Endal’s tail thumped on the floor. He liked the sound of Bastian’s voice.

“Janne was a nobleman, as handsome as any man might hope to be, and vain and proud with it. He was betrothed to a baron’s daughter who had hair as dark and glossy as a ripe chestnut and eyes as blue as a summer sky. The baron’s daughter (whose name was Britta) was a good-hearted girl, and it was widely said that she was as lovely as she was sweet and kind. Only the most mean-spirited of people noted that pox scars were faintly visible on her pretty face.

“Janne was well aware of his worth, and knew that he was due a baron’s daughter as a bride. He never noticed Britta’s sweet temper and kind nature. When he looked at her he saw only her father’s wealth and the pock marks on her face. The wealth he knew he deserved. The pock marks annoyed him. So perhaps it is not surprising that when he came across a serpent-woman reclining on a bed of moss in a glade in the dark forest, he didn’t turn and leave.

“The lamia wore a gown that was as fine as gossamer and a necklace of rubies that hung to her waist. She was beautiful, as all lamiae are. She had lips as red as blood and skin as soft and smooth as white rose petals. Her hair was more lustrous than black opals and her teeth gleamed like pearls and her golden eyes were dark with the sort of knowledge that gladdens a man’s heart.

“Here, finally, was a woman worthy of Janne’s interest. And so, heedless of danger and without thought for Britta and their betrothal vows, he entered the sunlit clearing.

“Time has a way of sliding past when one is in the company of a serpent-woman. It seemed to Janne that he had barely sat down beside the lamia, had scarcely raised her hand to his lips in greeting, had spoken no more than a few words to her, than the sun sank below the horizon.

“‘May I see you tomorrow?’ Janne asked. The lamia smiled a slight, secret smile and disappeared among the tall fir trees, as light and graceful as thistledown in her gauzy white robe.

“Janne came at sunrise the next morning and again the time slipped between his fingers as swiftly as water. A wise man knows to turn away from such haunting beauty, and knows to value such simple things as home and hearth and the warmth of a sweetheart’s kiss, be she pretty or plain. But Janne wasn’t wise, for all his pride, and he had never valued simple things.

“Sometimes a serpent-woman finds it hard to weave her spell. Sometimes the man she has chosen laughs in her face and her magic shatters, but Janne was greedy for what the lamia offered. He was easily snared. He forgot his bride-to-be, forgot her father’s fortune, forgot even his own name.

“When the lamia asked Janne to come with her on the night before his wedding, he went willingly. He knew that a serpent’s heart beat in her breast and that if he asked to see her pretty tongue it would be forked, but he didn’t care. He wanted only her.

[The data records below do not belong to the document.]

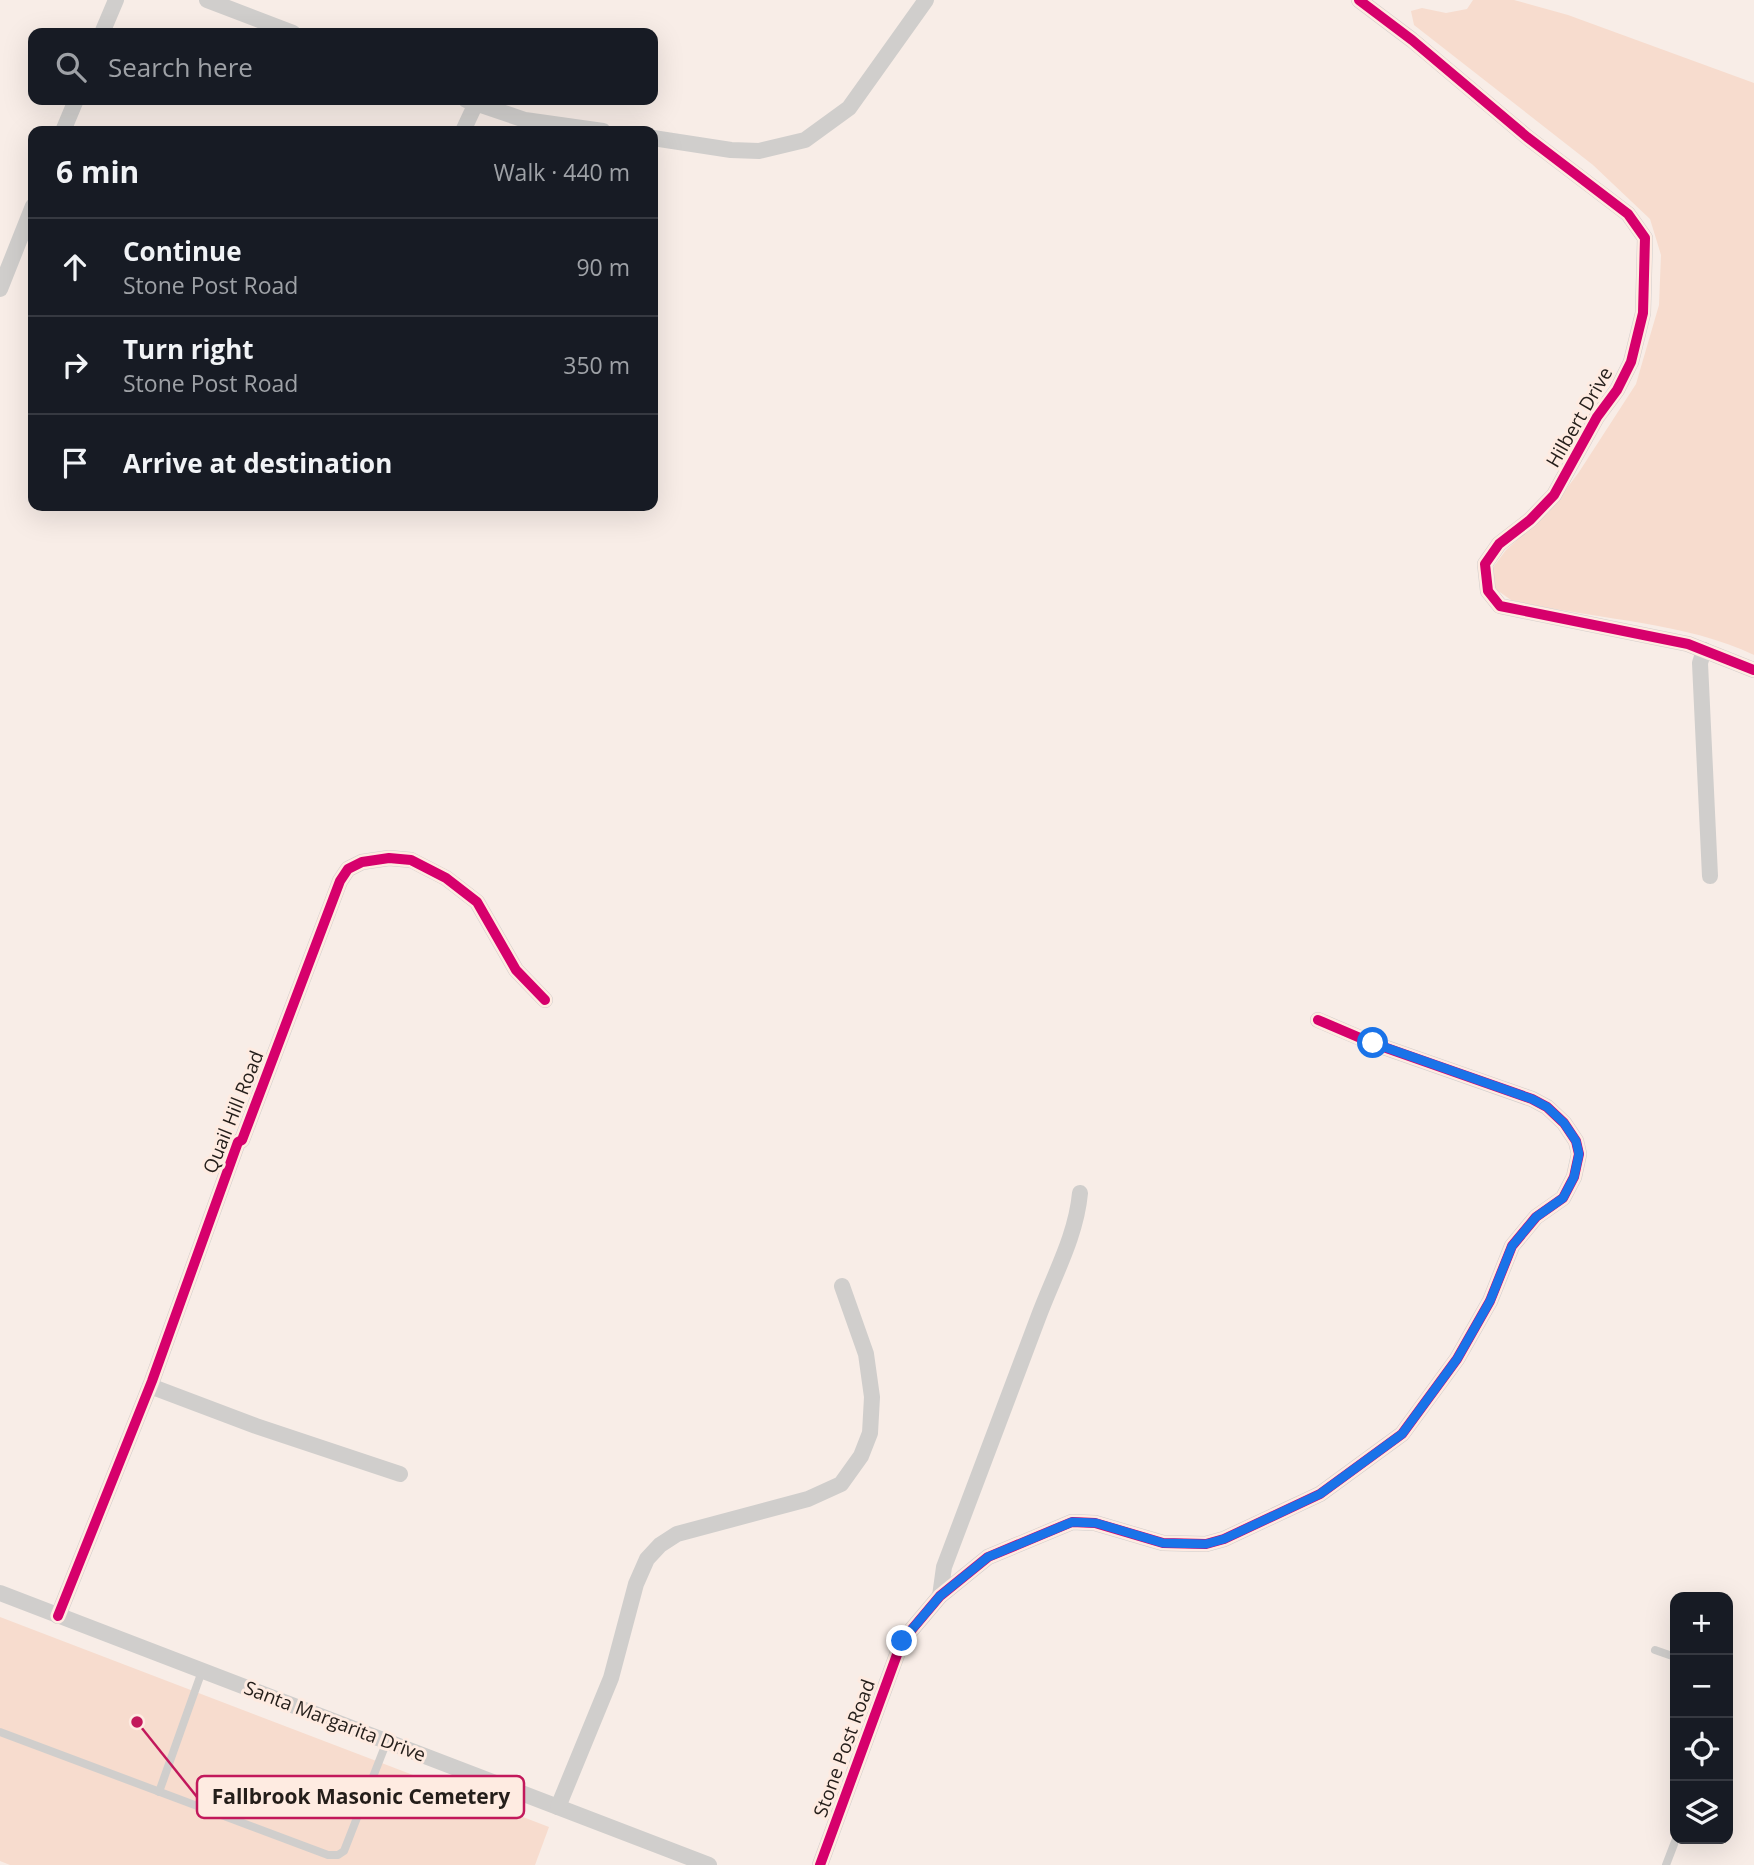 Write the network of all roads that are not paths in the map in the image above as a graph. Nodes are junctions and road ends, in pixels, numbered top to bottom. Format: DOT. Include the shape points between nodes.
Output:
graph roads {
  1 [pos="116,0"];
  2 [pos="206,0"];
  3 [pos="926,0"];
  4 [pos="1360,0"];
  5 [pos="104,28"];
  6 [pos="280,28"];
  7 [pos="74,105"];
  8 [pos="470,105"];
  9 [pos="480,105"];
  10 [pos="65,126"];
  11 [pos="464,126"];
  12 [pos="568,126"];
  13 [pos="658,139"];
  14 [pos="28,219"];
  15 [pos="0,289"];
  16 [pos="1704,650"];
  17 [pos="1754,670"];
  18 [pos="1710,876"];
  19 [pos="545,1000"];
  20 [pos="1318,1020"];
  21 [pos="1080,1193"];
  22 [pos="842,1286"];
  23 [pos="150,1386"];
  24 [pos="400,1474"];
  25 [pos="0,1593"];
  26 [pos="940,1596"];
  27 [pos="58,1616"];
  28 [pos="1656,1650"];
  29 [pos="1670,1655"];
  30 [pos="202,1671"];
  31 [pos="0,1732"];
  32 [pos="387,1741"];
  33 [pos="159,1792"];
  34 [pos="558,1807"];
  35 [pos="1674,1844"];
  36 [pos="709,1865"];
  37 [pos="820,1865"];
  38 [pos="1666,1865"];
  1 -- 5 [label="street"];
  2 -- 6 [label="street"];
  3 -- 13 [label="street" via="849,108 805,140 760,150 731,150"];
  4 -- 16 [label="street, Hilbert Drive" via="1628,214 1644,238 1643,313 1631,362 1554,495 1499,544 1485,564 1488,591 1500,606"];
  7 -- 10 [label="street"];
  8 -- 11 [label="street"];
  9 -- 12 [label="street" via="525,120"];
  14 -- 15 [label="street"];
  16 -- 17 [label="street, Hilbert Drive"];
  16 -- 18 [label="street" via="1700,663"];
  19 -- 23 [label="street, Quail Hill Road" via="516,970 477,902 446,878 411,860 389,858 348,869 238,1142"];
  20 -- 26 [label="street, Stone Post Road" via="1547,1107 1564,1123 1579,1154 1563,1198 1536,1217 1512,1246 1490,1301 1457,1359 1402,1434 1320,1494 1206,1544 1163,1543 1096,1523 1072,1522 988,1557"];
  21 -- 26 [label="street" via="1068,1247 944,1567"];
  22 -- 34 [label="street" via="866,1354 872,1397 870,1433 861,1456 841,1484 808,1499 677,1534 647,1559 611,1678"];
  23 -- 24 [label="street"];
  23 -- 27 [label="street, Quail Hill Road"];
  25 -- 27 [label="street, Santa Margarita Drive"];
  26 -- 37 [label="street, Stone Post Road" via="902,1641"];
  27 -- 30 [label="street, Santa Margarita Drive"];
  28 -- 29 [label="lane"];
  30 -- 32 [label="street, Santa Margarita Drive"];
  30 -- 33 [label="lane"];
  31 -- 33 [label="lane"];
  32 -- 33 [label="lane" via="344,1851 338,1856"];
  32 -- 34 [label="street, Santa Margarita Drive"];
  34 -- 36 [label="street, Santa Margarita Drive"];
  35 -- 38 [label="lane"];
}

“Britta searched the forest for her unfaithful bridegroom. She climbed the dark slopes every day for a month, calling his name. Then she went home and packed her bridal clothes away in a trunk. A year later she married a baron, a plain, honest man who was happy with his lot in life. The baron didn’t see the pock marks on her face. He thought his wife was the loveliest woman in Stenrik. Together they had seven children, each as kind and sweet-natured as their mother and as honorable and faithful as their father.

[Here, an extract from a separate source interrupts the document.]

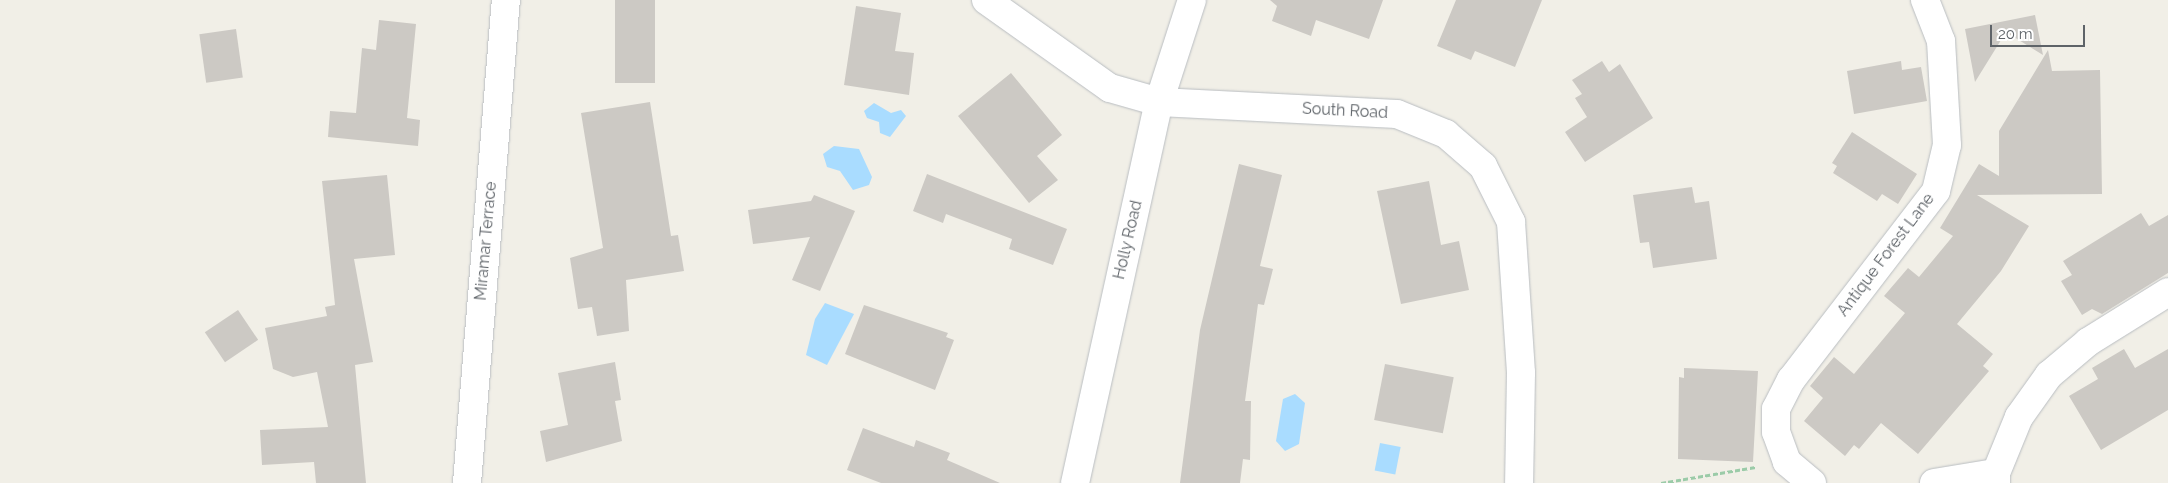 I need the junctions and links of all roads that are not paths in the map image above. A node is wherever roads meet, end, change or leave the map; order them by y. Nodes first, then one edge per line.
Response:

“Janne was seen in the forest from time to time. He had dank hair and hollow cheeks and skin as pale as a corpse’s, and his breath smelled like a dark cavern. But he was as proud and vain as he had ever been, for he slept on a bed of golden coins and his bride was more beautiful than any woman in the world.”

 

 

B
ASTIAN HAD READ
three tales and started on the fourth when lightness behind the curtains signaled daybreak. Rain still fell softly outside. He wondered how soon it would begin leaking through the broken slates. Perhaps it did already.